"""

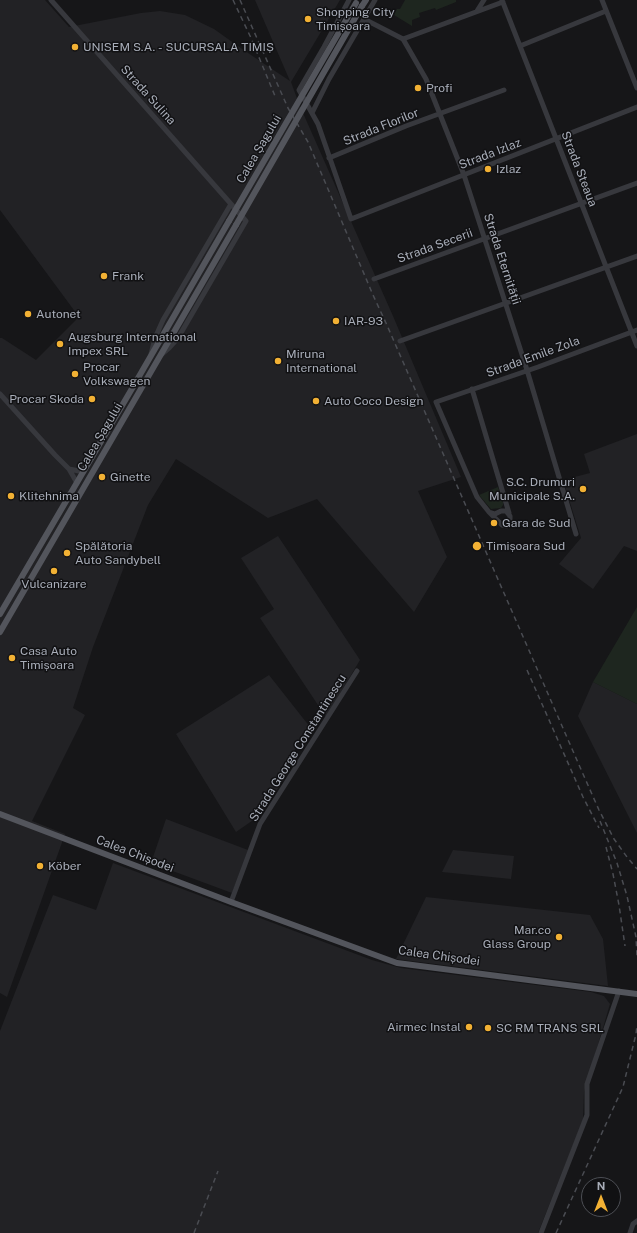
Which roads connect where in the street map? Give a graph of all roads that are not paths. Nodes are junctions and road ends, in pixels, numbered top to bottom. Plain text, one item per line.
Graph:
1 (51, 0) edge
2 (349, 0) edge
3 (366, 0) edge
4 (375, 0) edge
5 (484, 0) edge
6 (602, 0) edge
7 (357, 1) edge
8 (502, 1) edge
9 (477, 11) junction
10 (606, 11) junction
11 (364, 19) junction
12 (403, 38) junction
13 (520, 46) junction
14 (319, 54) junction
15 (338, 65) junction
16 (637, 88) edge
17 (504, 90) dead end
18 (637, 107) edge
19 (312, 113) junction
20 (440, 115) junction
21 (556, 138) junction
22 (329, 158) junction
23 (464, 175) junction
24 (637, 183) edge
25 (581, 203) junction
26 (231, 204) junction
27 (246, 222) joint
28 (485, 238) junction
29 (637, 256) edge
30 (606, 267) junction
31 (374, 279) dead end
32 (506, 304) junction
33 (634, 331) edge
34 (400, 341) dead end
35 (637, 346) edge
36 (160, 356) junction
37 (150, 358) junction
38 (527, 370) junction
39 (472, 389) junction
40 (0, 394) edge
41 (69, 469) junction
42 (84, 471) junction
43 (77, 483) junction
44 (506, 505) junction
45 (489, 512) junction
46 (500, 512) junction
47 (509, 515) junction
48 (498, 521) junction
49 (576, 534) dead end
50 (0, 614) edge
51 (0, 632) edge
52 (357, 671) dead end
53 (0, 814) edge
54 (231, 902) junction
55 (619, 991) junction
56 (637, 994) edge
57 (637, 1221) edge
58 (541, 1233) edge
59 (630, 1233) edge

1 - 26 street, Strada Sulina
2 - 14 street
3 - 36 main road, Calea Șagului, bridge
4 - 11 street
5 - 9 street
6 - 10 street
7 - 37 main road, Calea Șagului, bridge
8 - 9 street
8 - 13 street, Strada Steaua
9 - 12 street
10 - 13 street
10 - 16 street
11 - 12 street
11 - 15 street
12 - 20 street, Strada Eternității
13 - 21 street, Strada Steaua
14 - 15 street
14 - 19 street
15 - 19 street
17 - 20 street, Strada Florilor
18 - 21 street, Strada Izlaz
19 - 22 street
20 - 22 street, Strada Florilor
20 - 23 street, Strada Eternității
21 - 23 street, Strada Izlaz
21 - 25 street, Strada Steaua
22 - 23 street, Strada Izlaz
23 - 28 street, Strada Eternității
24 - 25 street, Strada Secerii
25 - 28 street, Strada Secerii
25 - 30 street, Strada Steaua
26 - 27 street, Strada Sulina
26 - 37 street, Calea Șagului
27 - 36 street, Calea Șagului
28 - 31 street, Strada Secerii
28 - 32 street, Strada Eternității
29 - 30 street
30 - 32 street
30 - 33 street, Strada Steaua
32 - 34 street
32 - 38 street, Strada Eternității
33 - 35 street, Strada Steaua
33 - 38 street, Strada Emile Zola
36 - 51 main road, Calea Șagului
37 - 42 main road, Calea Șagului
38 - 39 street, Strada Emile Zola
38 - 49 street, Strada Eternității
39 - 44 street
39 - 45 street, Strada Emile Zola
40 - 41 street
41 - 42 street
41 - 43 street
42 - 43 main road, Calea Șagului
43 - 50 main road, Calea Șagului
44 - 46 street
44 - 47 street
45 - 46 street
45 - 48 street
46 - 47 street
46 - 48 street
47 - 48 street
52 - 54 street, Strada George Constantinescu
53 - 54 main road, Calea Chișodei
54 - 55 main road, Calea Chișodei
55 - 56 main road, Calea Chișodei
55 - 58 street
57 - 59 street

"""

The expected reply is a number only, the tally of lines in the data where the word "bridge" is found.

2